Schizophrenia
A psychotic disorder rooted in dysregulated dopaminergic signalling that produces positive symptoms through subcortical excess and negative/cognitive symptoms through cortical deficit, diagnosed on duration and function rather than any single test.
In a nutshell
Schizophrenia arises from dysregulated dopaminergic signalling: subcortical excess produces aberrant salience and thus positive symptoms (delusions, hallucinations), while relative prefrontal deficiency produces negative and cognitive symptoms.

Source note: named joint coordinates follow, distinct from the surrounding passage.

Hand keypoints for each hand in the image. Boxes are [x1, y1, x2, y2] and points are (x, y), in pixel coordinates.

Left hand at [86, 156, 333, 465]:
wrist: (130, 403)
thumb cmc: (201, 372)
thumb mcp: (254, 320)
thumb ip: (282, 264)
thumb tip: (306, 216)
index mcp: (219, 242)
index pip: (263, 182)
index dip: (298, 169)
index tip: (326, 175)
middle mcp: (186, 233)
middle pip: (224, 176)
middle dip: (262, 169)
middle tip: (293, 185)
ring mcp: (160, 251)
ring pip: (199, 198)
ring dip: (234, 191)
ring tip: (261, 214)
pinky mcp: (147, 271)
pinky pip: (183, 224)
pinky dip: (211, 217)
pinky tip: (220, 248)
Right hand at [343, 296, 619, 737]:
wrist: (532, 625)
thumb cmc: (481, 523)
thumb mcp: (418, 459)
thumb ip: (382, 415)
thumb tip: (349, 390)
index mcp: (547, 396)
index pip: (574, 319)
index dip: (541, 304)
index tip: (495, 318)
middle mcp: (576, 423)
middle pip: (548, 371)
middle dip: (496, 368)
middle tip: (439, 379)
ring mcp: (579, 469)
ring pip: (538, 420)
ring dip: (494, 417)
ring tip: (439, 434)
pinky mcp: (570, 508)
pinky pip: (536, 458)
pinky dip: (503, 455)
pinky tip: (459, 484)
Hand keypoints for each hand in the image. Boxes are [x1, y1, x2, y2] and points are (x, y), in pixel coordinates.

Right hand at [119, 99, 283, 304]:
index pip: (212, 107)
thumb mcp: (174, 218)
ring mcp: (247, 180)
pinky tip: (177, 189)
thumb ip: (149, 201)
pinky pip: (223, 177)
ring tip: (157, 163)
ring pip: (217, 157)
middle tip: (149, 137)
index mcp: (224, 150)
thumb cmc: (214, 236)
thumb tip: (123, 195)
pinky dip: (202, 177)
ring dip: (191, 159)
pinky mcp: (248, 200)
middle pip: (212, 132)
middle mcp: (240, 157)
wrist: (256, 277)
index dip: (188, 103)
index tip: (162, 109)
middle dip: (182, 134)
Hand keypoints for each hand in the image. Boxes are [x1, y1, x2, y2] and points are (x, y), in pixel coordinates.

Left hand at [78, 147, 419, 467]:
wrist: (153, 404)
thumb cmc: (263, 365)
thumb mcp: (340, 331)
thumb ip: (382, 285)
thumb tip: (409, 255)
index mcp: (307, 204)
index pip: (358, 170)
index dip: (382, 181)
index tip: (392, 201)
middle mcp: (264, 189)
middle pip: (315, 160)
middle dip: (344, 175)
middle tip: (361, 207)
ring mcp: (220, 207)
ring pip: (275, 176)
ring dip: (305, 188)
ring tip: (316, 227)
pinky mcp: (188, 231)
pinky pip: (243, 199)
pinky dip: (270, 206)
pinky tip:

Diagnosis requires persistence of characteristic symptoms for at least a month with functional decline, once organic and substance causes are excluded.
Classic presentation
A young adult develops persecutory delusions and third-person auditory hallucinations over weeks, alongside social withdrawal and declining self-care, with no evidence of substance use or an organic cause.
Key points
- Positive symptoms (delusions, hallucinations, disorganisation) reflect subcortical dopaminergic excess; negative symptoms (avolition, affective flattening, alogia) reflect relative prefrontal deficiency, a different mechanism that responds less well to antipsychotics.
- Diagnosis requires symptom persistence for the diagnostic duration threshold with functional decline, not a single psychotic experience.
- Always exclude substance-induced psychosis and organic causes, particularly in first-episode presentations.
- Early intervention (rapid access to specialist psychosis services) improves long-term outcomes because a shorter duration of untreated psychosis predicts a better trajectory.
- Antipsychotics plus CBT for psychosis and family intervention together reduce relapse more than medication alone.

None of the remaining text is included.